The Casper Police Department accepts prescription drugs from people who no longer need them or do not want them to be stolen and used illegally, according to a news release.

"Bottom line, utilizing a drug take-back program like the one we offer 24/seven is the only way to safely discard of prescription and pain-relieving medications,” department spokeswoman Rebekah Ladd said in the news release.

"The time it takes to actually come and drop the medications off far outweighs the risk you’re taking if you keep them in your home or discard of them another way," Ladd said.
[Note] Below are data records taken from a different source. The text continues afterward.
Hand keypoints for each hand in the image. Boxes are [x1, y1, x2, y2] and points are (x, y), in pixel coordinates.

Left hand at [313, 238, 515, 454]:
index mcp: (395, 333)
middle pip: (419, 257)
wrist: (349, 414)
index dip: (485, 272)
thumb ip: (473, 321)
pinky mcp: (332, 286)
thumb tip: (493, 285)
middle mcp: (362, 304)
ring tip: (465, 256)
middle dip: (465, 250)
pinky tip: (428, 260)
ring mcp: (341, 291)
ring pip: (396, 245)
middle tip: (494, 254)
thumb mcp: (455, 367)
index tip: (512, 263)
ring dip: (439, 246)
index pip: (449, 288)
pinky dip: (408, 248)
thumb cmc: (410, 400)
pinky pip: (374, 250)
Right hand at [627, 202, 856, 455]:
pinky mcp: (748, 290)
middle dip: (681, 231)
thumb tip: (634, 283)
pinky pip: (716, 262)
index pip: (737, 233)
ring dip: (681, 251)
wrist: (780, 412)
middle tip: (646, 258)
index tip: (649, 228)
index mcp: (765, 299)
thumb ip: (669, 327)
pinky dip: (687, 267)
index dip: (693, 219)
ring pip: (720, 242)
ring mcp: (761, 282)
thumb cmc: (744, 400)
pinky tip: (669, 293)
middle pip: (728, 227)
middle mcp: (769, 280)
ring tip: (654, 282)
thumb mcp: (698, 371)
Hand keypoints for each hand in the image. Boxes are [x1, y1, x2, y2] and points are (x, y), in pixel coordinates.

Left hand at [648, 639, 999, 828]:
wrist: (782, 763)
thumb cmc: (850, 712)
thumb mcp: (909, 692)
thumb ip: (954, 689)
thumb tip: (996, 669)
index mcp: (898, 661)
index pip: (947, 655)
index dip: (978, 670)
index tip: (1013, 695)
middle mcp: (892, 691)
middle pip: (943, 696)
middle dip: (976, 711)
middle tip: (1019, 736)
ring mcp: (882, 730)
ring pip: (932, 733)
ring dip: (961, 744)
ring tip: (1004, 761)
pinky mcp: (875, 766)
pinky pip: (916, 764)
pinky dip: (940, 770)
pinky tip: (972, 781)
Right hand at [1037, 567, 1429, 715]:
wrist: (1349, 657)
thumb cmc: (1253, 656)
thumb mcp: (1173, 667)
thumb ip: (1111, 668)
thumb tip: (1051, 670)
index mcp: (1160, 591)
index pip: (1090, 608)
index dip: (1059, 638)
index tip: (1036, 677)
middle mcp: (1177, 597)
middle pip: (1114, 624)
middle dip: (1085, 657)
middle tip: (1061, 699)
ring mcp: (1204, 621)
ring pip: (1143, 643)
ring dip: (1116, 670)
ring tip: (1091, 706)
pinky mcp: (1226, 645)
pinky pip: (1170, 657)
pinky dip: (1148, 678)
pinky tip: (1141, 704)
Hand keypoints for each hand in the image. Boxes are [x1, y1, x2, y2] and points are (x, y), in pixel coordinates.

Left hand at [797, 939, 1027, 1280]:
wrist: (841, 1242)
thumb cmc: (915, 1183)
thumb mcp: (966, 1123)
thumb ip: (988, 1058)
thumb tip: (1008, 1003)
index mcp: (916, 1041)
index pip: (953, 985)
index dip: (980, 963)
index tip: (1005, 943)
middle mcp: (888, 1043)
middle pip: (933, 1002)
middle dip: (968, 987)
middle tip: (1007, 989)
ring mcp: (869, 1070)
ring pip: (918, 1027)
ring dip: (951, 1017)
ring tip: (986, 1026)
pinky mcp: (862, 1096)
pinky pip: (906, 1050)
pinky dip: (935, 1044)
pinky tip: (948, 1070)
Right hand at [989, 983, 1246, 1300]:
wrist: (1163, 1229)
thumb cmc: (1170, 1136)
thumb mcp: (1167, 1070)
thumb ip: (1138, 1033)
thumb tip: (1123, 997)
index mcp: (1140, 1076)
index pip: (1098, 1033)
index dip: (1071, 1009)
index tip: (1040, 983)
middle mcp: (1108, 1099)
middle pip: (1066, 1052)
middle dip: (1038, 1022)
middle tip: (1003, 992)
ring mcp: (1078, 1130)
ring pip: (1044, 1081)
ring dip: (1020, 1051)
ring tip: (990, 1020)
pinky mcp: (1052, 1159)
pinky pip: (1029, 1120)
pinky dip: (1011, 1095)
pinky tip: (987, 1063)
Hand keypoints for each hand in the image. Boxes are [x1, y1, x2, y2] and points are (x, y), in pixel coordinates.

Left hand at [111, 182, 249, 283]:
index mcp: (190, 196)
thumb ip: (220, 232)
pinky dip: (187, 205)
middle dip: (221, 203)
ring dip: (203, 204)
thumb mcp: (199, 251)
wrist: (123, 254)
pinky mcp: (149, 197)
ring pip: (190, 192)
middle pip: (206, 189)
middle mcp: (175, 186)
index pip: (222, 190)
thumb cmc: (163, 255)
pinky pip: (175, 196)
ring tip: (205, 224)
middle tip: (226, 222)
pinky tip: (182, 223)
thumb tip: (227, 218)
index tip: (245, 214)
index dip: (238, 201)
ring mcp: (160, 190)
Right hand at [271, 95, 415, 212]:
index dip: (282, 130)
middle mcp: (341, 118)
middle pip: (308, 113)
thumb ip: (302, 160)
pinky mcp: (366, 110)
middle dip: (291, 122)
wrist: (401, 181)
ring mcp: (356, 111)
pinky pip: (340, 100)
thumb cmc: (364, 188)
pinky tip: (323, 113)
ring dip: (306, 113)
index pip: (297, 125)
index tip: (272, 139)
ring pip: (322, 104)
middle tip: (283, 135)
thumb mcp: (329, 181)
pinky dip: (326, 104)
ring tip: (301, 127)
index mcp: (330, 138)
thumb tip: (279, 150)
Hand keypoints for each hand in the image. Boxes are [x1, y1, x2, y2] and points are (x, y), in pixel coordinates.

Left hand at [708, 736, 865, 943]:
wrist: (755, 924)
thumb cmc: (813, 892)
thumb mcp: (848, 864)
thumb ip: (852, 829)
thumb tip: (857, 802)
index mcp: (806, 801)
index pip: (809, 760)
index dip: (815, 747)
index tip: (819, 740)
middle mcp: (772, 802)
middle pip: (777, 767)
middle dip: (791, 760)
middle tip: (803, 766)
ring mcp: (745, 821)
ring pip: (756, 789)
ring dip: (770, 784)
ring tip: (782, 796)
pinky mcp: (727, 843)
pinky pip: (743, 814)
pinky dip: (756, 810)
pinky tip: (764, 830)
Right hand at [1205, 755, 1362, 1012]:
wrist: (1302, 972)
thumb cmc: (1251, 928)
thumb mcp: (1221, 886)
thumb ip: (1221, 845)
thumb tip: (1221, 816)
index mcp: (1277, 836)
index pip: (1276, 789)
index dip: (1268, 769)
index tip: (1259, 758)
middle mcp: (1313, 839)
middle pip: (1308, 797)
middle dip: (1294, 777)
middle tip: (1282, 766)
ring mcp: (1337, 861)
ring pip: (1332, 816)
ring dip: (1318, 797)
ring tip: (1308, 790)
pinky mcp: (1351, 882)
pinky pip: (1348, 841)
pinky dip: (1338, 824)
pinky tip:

According to the U.S. Centers for Disease Control, 46 people die every day in the United States due to prescription opioid overdoses. Prescription drug abuse is the fastest-growing drug problem in the country, according to TakeBackYourMeds.Org.

“When unused and expired medications sit around in cabinets they can be easily stolen without the owner’s knowledge,” police evidence technician supervisor Jacci Warne said.

Throwing pain medications in the trash presents an opportunity for them to be found and abused, or for children and pets to find them, according to TakeBackYourMeds.org.

If medications are crushed, there is a risk of exposure through skin contact or by breathing the dust. Crushing also pills can release a dangerously high dose. Medications flushed or poured down a drain can affect aquatic life and contaminate food and water supplies.

To avoid these problems, go to the lobby of the police department, 201 N. David St., at any time and use the container there. It accepts all prescription medications in pill form and over-the-counter pain medications. It does not accept non-pain relief drugs and vitamins, because you can safely discard them in the trash.

To use the program and container:

  • Keep your prescription medications inside their designated bottles. The department encourages you to remove the label before discarding.
  • If you have a large container of medications or loose pills, secure them in individual plastic bags, such as a sandwich bag.
  • Do not deposit large medication containers.
  • Do not discard empty pill bottles, and instead throw away empty pill bottles in the regular trash.

If you have liquid prescription medications or a large number of pills, call the police department at 235-8278 to schedule a time so staff can safely transfer and dispose them.

The police department also offers these recommendations if you use prescription or over-the-counter pain medicines:

  • Keep track of your medications. Would you know if pills were missing?
  • Secure medications as you would other valuables.
  • Put them away after every use.
  • Always discard of expired and unused medications in a timely manner.